* WHAT TO PRODUCE *
Restate, word for word, every line of the data.

* DATA EXTRACTS *
------------------------------
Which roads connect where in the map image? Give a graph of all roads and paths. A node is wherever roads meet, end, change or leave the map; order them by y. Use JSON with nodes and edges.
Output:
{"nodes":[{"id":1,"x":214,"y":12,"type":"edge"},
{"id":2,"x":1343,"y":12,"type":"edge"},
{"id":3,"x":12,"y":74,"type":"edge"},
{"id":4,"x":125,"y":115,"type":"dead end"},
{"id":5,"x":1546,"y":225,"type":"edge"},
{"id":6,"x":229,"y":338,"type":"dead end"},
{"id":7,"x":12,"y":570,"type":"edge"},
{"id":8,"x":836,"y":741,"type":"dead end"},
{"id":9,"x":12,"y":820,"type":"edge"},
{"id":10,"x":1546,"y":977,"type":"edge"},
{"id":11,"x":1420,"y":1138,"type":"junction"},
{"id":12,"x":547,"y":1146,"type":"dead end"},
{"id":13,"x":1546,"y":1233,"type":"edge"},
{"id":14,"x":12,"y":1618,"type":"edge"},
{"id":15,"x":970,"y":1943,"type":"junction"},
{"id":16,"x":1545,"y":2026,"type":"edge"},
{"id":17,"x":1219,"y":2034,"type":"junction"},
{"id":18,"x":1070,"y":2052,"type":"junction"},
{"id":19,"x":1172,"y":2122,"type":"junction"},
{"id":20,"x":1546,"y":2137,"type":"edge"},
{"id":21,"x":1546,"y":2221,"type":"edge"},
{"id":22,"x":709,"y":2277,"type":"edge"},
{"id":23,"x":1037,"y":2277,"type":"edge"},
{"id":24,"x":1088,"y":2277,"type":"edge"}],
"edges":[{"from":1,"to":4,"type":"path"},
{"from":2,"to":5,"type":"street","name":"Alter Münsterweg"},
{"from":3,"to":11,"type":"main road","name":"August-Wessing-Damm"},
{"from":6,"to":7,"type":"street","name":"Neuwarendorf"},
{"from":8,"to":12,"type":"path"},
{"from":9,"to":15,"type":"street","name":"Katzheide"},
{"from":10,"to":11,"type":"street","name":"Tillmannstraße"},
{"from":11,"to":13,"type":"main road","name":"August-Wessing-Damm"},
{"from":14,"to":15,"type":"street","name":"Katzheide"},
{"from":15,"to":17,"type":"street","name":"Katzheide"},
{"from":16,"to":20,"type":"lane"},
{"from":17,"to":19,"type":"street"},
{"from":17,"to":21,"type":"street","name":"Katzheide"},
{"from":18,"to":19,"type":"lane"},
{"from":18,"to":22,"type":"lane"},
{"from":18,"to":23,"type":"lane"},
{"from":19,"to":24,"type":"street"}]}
------------------------------
* EXERCISE SOLUTION *
Which roads connect where in the map image? Give a graph of all roads and paths. A node is wherever roads meet, end, change or leave the map; order them by y. Use JSON with nodes and edges.
Output:
{"nodes":[{"id":1,"x":214,"y":12,"type":"edge"},
{"id":2,"x":1343,"y":12,"type":"edge"},
{"id":3,"x":12,"y":74,"type":"edge"},
{"id":4,"x":125,"y":115,"type":"dead end"},
{"id":5,"x":1546,"y":225,"type":"edge"},
{"id":6,"x":229,"y":338,"type":"dead end"},
{"id":7,"x":12,"y":570,"type":"edge"},
{"id":8,"x":836,"y":741,"type":"dead end"},
{"id":9,"x":12,"y":820,"type":"edge"},
{"id":10,"x":1546,"y":977,"type":"edge"},
{"id":11,"x":1420,"y":1138,"type":"junction"},
{"id":12,"x":547,"y":1146,"type":"dead end"},
{"id":13,"x":1546,"y":1233,"type":"edge"},
{"id":14,"x":12,"y":1618,"type":"edge"},
{"id":15,"x":970,"y":1943,"type":"junction"},
{"id":16,"x":1545,"y":2026,"type":"edge"},
{"id":17,"x":1219,"y":2034,"type":"junction"},
{"id":18,"x":1070,"y":2052,"type":"junction"},
{"id":19,"x":1172,"y":2122,"type":"junction"},
{"id":20,"x":1546,"y":2137,"type":"edge"},
{"id":21,"x":1546,"y":2221,"type":"edge"},
{"id":22,"x":709,"y":2277,"type":"edge"},
{"id":23,"x":1037,"y":2277,"type":"edge"},
{"id":24,"x":1088,"y":2277,"type":"edge"}],
"edges":[{"from":1,"to":4,"type":"path"},
{"from":2,"to":5,"type":"street","name":"Alter Münsterweg"},
{"from":3,"to":11,"type":"main road","name":"August-Wessing-Damm"},
{"from":6,"to":7,"type":"street","name":"Neuwarendorf"},
{"from":8,"to":12,"type":"path"},
{"from":9,"to":15,"type":"street","name":"Katzheide"},
{"from":10,"to":11,"type":"street","name":"Tillmannstraße"},
{"from":11,"to":13,"type":"main road","name":"August-Wessing-Damm"},
{"from":14,"to":15,"type":"street","name":"Katzheide"},
{"from":15,"to":17,"type":"street","name":"Katzheide"},
{"from":16,"to":20,"type":"lane"},
{"from":17,"to":19,"type":"street"},
{"from":17,"to":21,"type":"street","name":"Katzheide"},
{"from":18,"to":19,"type":"lane"},
{"from":18,"to":22,"type":"lane"},
{"from":18,"to":23,"type":"lane"},
{"from":19,"to":24,"type":"street"}]}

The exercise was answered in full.